Section 1 - CHEMICAL PRODUCT AND COMPANY IDENTIFICATION

PRODUCT NAME

OMEPRAZOLE SODIUM

NFPA

PRODUCT USE

Antiulcerative in the treatment of pathological hypersecretion (e.g. Zollinger- Ellison
syndrome). A substituted benzimidazole which does not exhibit anticholinergic or H2
histamine antagonist properties but suppresses gastric acid secretion by specific
inhibition of the H+/K+ ATPase enzyme system at the secretary surface of the gastric
parietal cell. Because this enzyme system is regarded as the acid (proton) pump within the
gastric mucosa, omeprazole has been characterised as a gastric- pump inhibitor

SYNONYMS

C17-H19-N3-O3-S.Na, "1H-benzimidazole, 5-methoxy-2-[((4-methoxy-3, 5-dimethyl-2-
pyridinyl)-methyl]sulfinyl-, sodium", "1H-benzimidazole, 5-methoxy-2-[((4-methoxy-3, 5-
dimethyl-2-pyridinyl)-methyl]sulfinyl-, sodium", "5-methoxy-2-[((4-methoxy-3, 5-dimethyl-
2-pyridyl)methyl)sulfinyl]-benzimidazole sodium", "5-methoxy-2-[((4-methoxy-3, 5-dimethyl-
2-pyridyl)methyl)sulfinyl]-benzimidazole sodium", "Losec Infusion", "gastrointestinal
agent/ gastric proton-pump inhibitor", anti-ulcerative

Section 2 - HAZARDS IDENTIFICATION

CANADIAN WHMIS SYMBOLS

EMERGENCY OVERVIEW

RISK

May cause long- term adverse effects in the aquatic environment.

POTENTIAL HEALTH EFFECTS

ACUTE HEALTH EFFECTS

SWALLOWED

  Although ingestion is not thought to produce harmful effects, the material may still be damaging to the health of the individual following ingestion, especially where pre-  existing organ (e.g. liver, kidney) damage is evident. Present definitions of harmful or toxic substances are generally based on doses producing mortality (death) rather than those producing morbidity (disease, ill-health). Gastrointestinal tract discomfort may produce nausea and vomiting. In an occupational setting however, ingestion of insignificant quantities is not thought to be cause for concern.  Considered an unlikely route of entry in commercial/industrial environments.  

EYE

  Although the material is not thought to be an irritant, direct contact with the eye may produce transient discomfort characterized by tearing or conjunctival redness (as with windburn).  

SKIN

  The material is not thought to produce adverse health effects or skin irritation following contact (as classified using animal models). Nevertheless, good hygiene practice requires that exposure be kept to a minimum and that suitable gloves be used in an occupational setting.  

INHALED

  The material is not thought to produce adverse health effects or irritation of the respiratory tract (as classified using animal models). Nevertheless, good hygiene practice requires that exposure be kept to a minimum and that suitable control measures be used in an occupational setting.  Persons with impaired respiratory function, airway diseases and conditions such as emphysema or chronic bronchitis, may incur further disability if excessive concentrations of particulate are inhaled.  

CHRONIC HEALTH EFFECTS

  Principal routes of exposure are usually by skin contact/absorption and inhalation of generated dust.  The use of gastric proton pump inhibitors (antiulceratives) has been associated with the induction of carcinoid-like tumours of the gastric mucosa.
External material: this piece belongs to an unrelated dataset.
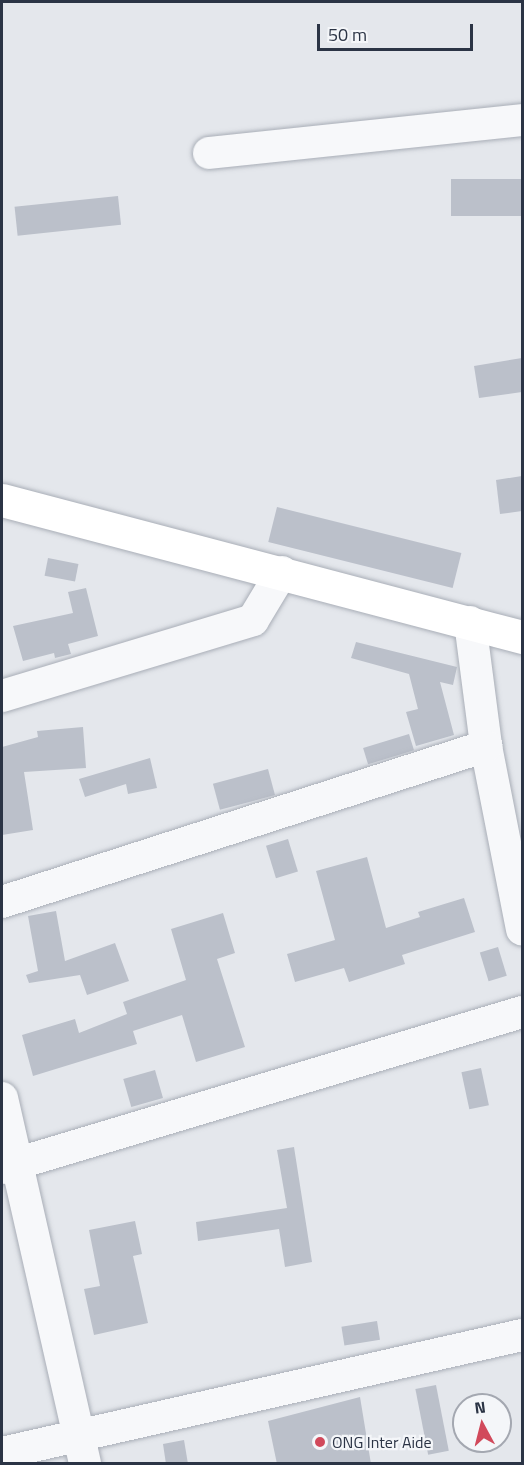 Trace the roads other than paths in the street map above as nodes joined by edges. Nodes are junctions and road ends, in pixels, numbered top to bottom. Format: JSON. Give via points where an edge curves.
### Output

This is thought to be associated with a complete block of gastric acid secretion leading to hypergastrinaemia and hyperplasia of enterochromaffin-like cells. As a result, the therapeutic use of these inhibitors is generally restricted.  In two 24-month carcinogenicity studies in rats, the omeprazole (given at  4-352 times the human dosage) produced gastric ECL cell carcinoids in a  dose-related manner in both male and female rats ECL cell hyperplasia was  present in all treatment groups. A 78-week mouse carcinogenicity study did  not show increased tumor occurrence.  Omeprazole was not mutagenic in an in vitro Ames Salmonella typhimurium  assay, an in vitro mouse lymphoma cell assay and an in vivo liver DNA  damage assay. A mouse micronucleus test at 625 and 6250 times the human  dose gave a borderline result, as did an in vivo bone marrow chromosome  aberration test.  In developmental studies with rabbits (at 17-172 times the human dose)  omeprazole produced dose-related increases in embryo-lethality, foetal  resorptions, and pregnancy disruptions. In rats, dose-related embryo/foetal  toxicity and post-natal developmental toxicity was seen in offspring of  parents treated with 13-138 times the human dose.  Sporadic reports have been received of congenital abnormalities occurring  in infants born to woman receiving the omeprazole during pregnancy.